The authors discuss notable findings from mouse models that have been employed to study enteropathies.  For example, B lymphocyte deficient mice are known have fat absorption issues, which correlate to IgA deficiency.  B cell secreted IgA is required for maintaining a proper balance between immunity, fat metabolism and gut microbes.  They note that B cell deficient mice have intestinal gene expression profiles that are very similar to those seen in HIV/CVID patients.

They note that gut microbiota contribute to dyslipidemia and insulin resistance in obese mice and induce intestinal inflammation in response to increased fat intake.  Greer et al discuss also the physical changes in the ileum that cause increased uptake of fats in the diet-induced obese mice.  Interesting, they comment that TLR5 knock-out mice have increased weight gain, pointing to innate immune interactions in fat metabolism.

Greer et al discuss evidence on short chain fatty acid balance and metabolism as critical to maintenance of a “core” microbiota.  Transplantation of microbes from diet-induced obese mice to control mice results in obesity in the control mice without increase in food intake.  The authors suggest that this points to persisting changes in gut microbiota that may be causally related to obesity and altered fat metabolism.  Concluding, Greer et al suggest that the gut microbiota is a cardinal mediator between the immune system and gastrointestinal epithelium. 

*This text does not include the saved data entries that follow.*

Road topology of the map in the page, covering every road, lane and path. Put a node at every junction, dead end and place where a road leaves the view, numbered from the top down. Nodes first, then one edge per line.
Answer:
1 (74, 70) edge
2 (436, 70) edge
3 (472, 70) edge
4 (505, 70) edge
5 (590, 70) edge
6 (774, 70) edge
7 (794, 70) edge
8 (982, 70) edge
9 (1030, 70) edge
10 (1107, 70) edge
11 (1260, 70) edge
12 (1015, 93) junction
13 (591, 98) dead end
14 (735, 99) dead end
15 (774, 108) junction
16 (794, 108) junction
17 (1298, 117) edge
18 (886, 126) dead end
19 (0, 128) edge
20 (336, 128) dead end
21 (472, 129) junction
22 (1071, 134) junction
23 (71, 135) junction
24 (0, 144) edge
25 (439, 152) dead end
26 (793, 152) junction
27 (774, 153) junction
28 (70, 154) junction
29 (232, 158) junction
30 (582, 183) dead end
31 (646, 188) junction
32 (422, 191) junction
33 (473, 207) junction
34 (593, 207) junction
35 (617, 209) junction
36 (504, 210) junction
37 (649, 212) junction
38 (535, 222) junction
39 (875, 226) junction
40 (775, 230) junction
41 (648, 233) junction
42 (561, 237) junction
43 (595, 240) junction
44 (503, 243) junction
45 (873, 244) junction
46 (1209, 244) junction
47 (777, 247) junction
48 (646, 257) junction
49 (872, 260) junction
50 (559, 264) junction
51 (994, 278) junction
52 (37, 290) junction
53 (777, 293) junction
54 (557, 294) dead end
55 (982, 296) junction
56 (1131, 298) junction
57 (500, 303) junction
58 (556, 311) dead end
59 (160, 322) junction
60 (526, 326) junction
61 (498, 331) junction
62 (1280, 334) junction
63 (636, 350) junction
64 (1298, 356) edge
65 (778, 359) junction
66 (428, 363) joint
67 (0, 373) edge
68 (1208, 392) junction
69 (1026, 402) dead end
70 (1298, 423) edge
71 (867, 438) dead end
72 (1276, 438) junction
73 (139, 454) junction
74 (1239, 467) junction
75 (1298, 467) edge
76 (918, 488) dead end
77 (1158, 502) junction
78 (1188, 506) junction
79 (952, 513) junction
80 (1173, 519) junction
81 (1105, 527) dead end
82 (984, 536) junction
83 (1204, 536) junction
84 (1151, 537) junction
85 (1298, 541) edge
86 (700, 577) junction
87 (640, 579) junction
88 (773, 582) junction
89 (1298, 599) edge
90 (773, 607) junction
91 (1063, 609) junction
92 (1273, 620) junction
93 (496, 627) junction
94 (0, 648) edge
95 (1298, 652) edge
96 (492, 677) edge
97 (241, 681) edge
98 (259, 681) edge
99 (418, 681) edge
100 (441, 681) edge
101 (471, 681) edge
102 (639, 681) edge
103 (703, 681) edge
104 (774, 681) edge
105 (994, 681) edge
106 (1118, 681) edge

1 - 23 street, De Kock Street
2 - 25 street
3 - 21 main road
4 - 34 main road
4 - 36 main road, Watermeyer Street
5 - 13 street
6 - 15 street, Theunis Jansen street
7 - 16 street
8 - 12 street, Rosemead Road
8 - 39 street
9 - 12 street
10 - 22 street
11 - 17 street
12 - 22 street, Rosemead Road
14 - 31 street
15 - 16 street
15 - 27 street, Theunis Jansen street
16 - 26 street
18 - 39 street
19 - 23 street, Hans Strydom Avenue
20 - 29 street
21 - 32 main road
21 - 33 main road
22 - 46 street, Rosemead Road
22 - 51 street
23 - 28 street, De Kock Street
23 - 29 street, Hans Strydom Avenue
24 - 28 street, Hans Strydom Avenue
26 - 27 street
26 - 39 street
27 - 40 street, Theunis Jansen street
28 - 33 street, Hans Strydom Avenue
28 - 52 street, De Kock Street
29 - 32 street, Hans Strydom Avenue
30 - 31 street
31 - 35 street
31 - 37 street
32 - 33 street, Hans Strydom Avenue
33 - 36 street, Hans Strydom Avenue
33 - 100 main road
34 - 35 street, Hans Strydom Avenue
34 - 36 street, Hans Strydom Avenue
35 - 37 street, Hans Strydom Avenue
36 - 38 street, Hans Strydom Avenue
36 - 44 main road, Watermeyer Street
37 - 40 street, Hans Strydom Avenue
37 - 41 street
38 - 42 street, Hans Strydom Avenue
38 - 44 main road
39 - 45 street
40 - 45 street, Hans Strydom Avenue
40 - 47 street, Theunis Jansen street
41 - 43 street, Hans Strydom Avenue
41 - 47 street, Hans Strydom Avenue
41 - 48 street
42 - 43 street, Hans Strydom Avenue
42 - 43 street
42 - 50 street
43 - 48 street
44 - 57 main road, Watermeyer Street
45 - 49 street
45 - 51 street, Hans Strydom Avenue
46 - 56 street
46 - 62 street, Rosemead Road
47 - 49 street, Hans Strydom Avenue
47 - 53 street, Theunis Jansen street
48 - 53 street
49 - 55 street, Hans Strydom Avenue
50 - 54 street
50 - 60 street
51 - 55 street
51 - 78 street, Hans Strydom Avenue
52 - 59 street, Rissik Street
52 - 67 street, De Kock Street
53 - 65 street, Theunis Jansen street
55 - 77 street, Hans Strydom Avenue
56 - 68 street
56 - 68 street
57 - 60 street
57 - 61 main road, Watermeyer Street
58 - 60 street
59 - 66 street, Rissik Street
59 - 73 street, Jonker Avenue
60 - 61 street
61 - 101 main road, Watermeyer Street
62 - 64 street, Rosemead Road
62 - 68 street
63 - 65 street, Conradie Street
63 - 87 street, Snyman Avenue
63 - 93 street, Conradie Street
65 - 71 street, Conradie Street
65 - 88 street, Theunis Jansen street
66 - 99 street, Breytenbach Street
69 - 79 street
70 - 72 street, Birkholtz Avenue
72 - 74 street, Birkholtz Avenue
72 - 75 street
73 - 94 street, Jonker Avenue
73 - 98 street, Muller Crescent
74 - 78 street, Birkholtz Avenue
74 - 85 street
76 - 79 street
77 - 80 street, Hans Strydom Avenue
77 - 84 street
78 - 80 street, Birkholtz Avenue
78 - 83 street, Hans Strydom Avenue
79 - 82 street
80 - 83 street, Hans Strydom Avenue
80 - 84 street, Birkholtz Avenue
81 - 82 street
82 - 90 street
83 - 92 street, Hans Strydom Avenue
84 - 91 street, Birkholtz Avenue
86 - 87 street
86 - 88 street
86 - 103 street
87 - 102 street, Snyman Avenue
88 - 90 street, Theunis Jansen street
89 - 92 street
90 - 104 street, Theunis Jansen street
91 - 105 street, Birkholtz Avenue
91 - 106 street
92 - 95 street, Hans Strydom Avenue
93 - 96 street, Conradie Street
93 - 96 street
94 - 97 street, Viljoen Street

In answer to the question, "In your opinion, does manipulation of the gut microbiota present a therapeutic intervention for obesity and/or lipid metabolism disorders?", the authors responded, "Yes, we believe that manipulation of gut microbiota presents great potential for therapeutic interventions in a range of diseases, including obesity and metabolic syndrome, but we need first to understand which taxa or which microbial genes might be most beneficial and in each case."